La memoria (respetuosa y noble) es la base del Día de Muertos. Hoy es un emblema cultural que ha irrumpido en el ámbito internacional apoyado por las películas Coco (sensible explicación para la sensibilidad infantil) y Spectre de la saga de James Bond (espectáculo de calaveras y mojigangas que no hace justicia a la constricción familiar, particularmente íntima, que subyace al Día de los Muertos).
Es un entramado de rituales y simbolismos profundamente atractivo para toda audiencia moderna: detona inquietud al hilar elementos mórbidos y jocosos con ironía y exorcismo, a veces tan vitales como el baile, la fiesta, la risa y el erotismo. Muchos estudiosos se empeñan en transmitir una suerte de “autenticidad” en cada acto y cada ofrenda; señalan las reglas de un altar “correcto y completo” (siete niveles, cuatro elementos, colores, inciensos, copal, frutos y flores de especificidad única); hablan de un ritual “apegado” a las tradiciones, lo que resulta útil para separarlo en definitiva del Halloween de origen celta y germánico.

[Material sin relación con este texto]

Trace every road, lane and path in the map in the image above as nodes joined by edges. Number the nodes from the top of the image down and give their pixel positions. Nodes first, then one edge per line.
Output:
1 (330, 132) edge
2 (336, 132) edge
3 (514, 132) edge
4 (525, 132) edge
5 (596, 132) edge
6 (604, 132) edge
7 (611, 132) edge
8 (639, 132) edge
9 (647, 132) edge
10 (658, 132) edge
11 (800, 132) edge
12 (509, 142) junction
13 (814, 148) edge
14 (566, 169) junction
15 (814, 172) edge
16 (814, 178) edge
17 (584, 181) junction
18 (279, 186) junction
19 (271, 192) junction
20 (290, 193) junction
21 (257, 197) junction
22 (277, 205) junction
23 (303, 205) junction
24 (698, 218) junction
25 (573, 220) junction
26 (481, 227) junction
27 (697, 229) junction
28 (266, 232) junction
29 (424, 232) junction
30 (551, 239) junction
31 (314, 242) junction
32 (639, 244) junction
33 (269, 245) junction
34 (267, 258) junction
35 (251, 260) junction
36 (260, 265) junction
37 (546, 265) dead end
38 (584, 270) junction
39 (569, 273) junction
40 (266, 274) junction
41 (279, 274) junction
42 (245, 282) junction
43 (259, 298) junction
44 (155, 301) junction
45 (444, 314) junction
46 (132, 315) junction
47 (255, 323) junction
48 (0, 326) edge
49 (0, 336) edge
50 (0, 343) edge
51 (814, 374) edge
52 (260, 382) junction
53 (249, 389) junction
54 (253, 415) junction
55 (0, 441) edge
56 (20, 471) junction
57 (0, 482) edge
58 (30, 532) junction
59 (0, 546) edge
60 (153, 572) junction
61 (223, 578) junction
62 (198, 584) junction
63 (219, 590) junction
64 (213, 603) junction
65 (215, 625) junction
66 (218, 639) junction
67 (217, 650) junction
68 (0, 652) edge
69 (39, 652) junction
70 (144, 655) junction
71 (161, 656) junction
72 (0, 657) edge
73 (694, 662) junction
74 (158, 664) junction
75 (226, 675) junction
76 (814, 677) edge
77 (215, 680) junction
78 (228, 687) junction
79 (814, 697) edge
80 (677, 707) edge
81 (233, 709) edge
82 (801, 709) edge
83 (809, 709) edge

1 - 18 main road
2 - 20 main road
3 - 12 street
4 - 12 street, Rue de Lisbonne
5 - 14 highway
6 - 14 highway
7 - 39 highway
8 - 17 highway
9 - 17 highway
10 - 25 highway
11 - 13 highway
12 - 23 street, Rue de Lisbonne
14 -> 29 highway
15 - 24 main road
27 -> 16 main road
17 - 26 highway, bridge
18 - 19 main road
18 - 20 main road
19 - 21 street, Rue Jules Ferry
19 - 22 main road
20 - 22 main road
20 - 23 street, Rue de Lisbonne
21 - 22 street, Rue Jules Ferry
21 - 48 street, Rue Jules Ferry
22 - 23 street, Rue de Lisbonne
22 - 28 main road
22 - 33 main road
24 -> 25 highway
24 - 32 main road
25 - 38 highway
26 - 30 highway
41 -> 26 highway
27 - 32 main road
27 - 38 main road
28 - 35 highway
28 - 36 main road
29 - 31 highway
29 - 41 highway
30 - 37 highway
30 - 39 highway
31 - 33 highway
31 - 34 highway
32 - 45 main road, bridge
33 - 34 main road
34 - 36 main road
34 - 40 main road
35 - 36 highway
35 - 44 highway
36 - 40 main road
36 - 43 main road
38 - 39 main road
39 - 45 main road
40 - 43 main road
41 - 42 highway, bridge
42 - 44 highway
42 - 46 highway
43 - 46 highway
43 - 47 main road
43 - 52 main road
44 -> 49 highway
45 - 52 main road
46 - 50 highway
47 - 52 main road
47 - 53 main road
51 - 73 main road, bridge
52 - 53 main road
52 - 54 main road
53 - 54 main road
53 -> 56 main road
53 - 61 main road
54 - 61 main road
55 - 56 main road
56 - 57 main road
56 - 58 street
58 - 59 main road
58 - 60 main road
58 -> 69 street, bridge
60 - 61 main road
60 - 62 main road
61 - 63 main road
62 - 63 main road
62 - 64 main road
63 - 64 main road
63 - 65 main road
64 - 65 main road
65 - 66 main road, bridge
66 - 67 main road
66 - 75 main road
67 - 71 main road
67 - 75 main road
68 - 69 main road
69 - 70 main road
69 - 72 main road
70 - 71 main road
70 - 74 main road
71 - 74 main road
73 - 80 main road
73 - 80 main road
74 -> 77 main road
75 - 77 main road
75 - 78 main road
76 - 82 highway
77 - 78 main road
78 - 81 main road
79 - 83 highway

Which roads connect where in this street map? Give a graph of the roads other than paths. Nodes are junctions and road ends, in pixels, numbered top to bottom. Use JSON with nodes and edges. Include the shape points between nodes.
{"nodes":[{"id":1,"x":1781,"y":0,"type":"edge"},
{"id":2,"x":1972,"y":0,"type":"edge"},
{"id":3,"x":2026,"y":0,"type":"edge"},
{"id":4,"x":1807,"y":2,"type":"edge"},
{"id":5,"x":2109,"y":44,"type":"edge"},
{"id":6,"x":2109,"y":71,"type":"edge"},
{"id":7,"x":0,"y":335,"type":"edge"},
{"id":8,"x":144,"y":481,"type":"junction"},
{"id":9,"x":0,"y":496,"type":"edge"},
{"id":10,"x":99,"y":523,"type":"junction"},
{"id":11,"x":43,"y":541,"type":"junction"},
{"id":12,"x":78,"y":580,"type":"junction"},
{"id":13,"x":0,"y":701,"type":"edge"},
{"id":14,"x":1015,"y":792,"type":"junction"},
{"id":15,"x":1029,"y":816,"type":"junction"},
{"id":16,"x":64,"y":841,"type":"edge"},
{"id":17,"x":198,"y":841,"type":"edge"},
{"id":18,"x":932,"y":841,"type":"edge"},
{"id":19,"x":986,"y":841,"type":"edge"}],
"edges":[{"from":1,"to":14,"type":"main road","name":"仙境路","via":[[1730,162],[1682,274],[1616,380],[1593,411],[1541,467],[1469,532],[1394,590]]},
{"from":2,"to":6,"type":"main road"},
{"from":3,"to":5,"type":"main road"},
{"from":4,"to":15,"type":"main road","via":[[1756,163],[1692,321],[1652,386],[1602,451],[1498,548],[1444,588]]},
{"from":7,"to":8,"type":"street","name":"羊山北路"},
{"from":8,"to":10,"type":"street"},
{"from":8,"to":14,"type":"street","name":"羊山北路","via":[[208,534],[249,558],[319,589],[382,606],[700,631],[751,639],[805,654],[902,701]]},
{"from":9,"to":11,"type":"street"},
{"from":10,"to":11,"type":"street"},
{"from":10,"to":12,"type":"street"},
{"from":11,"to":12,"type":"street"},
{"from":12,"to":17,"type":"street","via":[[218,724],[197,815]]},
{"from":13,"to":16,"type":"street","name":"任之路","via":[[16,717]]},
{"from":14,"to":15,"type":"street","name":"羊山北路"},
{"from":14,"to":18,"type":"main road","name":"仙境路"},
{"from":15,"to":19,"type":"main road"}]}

Desde tiempos prehispánicos, el Día de Muertos comparte con muchas otras tradiciones del otoño ser una ceremonia agrícola, pilar de los tiempos de cosecha, agradecida con los dones de la tierra. Para el caso mexicano, evoca el reconocimiento al sacrificio de los dioses para generar nuestra existencia. Establece un diálogo de dones entre el espacio de los vivos y el más allá.
Su lenguaje de colores ocre, sabores dulces y aromas de resina evaporada hablan de marchitamiento y resurrección de la naturaleza en un mismo trance, lo que desde los tiempos más antiguos distingue al Día de Muertos como un puente para celebrar la vida.

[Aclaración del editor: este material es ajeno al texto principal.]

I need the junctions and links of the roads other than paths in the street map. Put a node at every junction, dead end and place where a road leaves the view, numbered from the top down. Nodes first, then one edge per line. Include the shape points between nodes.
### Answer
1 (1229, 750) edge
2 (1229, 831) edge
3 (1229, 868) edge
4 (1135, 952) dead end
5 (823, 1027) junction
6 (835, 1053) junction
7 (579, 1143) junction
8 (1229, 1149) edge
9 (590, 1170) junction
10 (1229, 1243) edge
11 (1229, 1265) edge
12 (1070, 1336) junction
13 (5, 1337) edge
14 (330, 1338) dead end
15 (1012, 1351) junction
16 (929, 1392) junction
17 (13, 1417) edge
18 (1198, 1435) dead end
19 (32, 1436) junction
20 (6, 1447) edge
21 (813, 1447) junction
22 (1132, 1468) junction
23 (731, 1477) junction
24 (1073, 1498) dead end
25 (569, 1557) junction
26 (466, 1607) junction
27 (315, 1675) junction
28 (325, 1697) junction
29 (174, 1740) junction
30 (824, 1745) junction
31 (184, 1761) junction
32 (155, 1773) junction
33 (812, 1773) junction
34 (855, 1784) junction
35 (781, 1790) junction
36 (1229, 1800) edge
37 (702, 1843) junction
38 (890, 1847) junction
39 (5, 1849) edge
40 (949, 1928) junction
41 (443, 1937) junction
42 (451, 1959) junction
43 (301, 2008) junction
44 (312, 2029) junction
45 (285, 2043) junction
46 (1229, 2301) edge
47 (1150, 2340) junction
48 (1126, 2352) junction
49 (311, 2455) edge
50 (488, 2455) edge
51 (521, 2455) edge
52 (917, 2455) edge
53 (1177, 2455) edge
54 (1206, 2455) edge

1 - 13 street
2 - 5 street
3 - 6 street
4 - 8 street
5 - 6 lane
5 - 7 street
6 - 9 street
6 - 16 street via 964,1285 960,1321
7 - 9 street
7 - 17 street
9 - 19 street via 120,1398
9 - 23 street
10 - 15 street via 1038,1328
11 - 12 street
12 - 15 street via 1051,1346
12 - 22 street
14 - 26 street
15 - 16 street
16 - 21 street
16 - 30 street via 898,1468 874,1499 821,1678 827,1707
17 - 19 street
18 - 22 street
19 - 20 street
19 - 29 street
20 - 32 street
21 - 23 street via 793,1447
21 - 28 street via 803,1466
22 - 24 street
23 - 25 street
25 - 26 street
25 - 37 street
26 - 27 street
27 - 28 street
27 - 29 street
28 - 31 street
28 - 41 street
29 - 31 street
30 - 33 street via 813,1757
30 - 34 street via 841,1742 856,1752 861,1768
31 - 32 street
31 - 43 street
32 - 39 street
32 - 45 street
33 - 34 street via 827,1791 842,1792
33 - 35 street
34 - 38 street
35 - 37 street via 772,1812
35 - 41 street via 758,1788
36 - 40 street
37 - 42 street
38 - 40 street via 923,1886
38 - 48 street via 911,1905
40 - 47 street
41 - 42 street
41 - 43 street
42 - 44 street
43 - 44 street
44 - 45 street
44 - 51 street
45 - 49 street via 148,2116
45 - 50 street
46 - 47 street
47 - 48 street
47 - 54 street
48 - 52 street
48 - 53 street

El crisol mexicano fundió lo prehispánico y lo católico al convertir las ofrendas prehispánicas a ras de suelo, abundantes en semillas que palpan la tierra, en altares aspirando lo divino. Sobre esos altares surge la creatividad expresada en un pan especial, las calaveras de azúcar personalizadas y las copas de aguardiente; luego llegan los gustos de los muertos que vendrán a visitar la ofrenda (tequila, chocolate, frutas, juguetes, revistas, prendas que adoraron en vida).
El artista y grabador José Guadalupe Posadas y su crítica política y social de finales del Siglo XIX y principios del XX usó el sentido igualador de la muerte para ricos y pobres, poderosos y subyugados. Construyó el ideario actual de La Catrina, su ironía y su caprichosa manera de perdonar o llevar consigo a unos u otros al más allá.
Sin embargo, lo que importa es (valga el pleonasmo) recordar que es un ritual de la memoria y el respeto. Hacemos venir del más allá, con todas las herramientas de la familiaridad y el cariño, a aquellos que nos precedieron. Lograr que su existencia vuelva a detonarse entre nosotros llega a ser una “forma de vida” que nos dan los que se han ido esperanzados en que habrán de preservarse entre nosotros, gracias a nuestra memoria.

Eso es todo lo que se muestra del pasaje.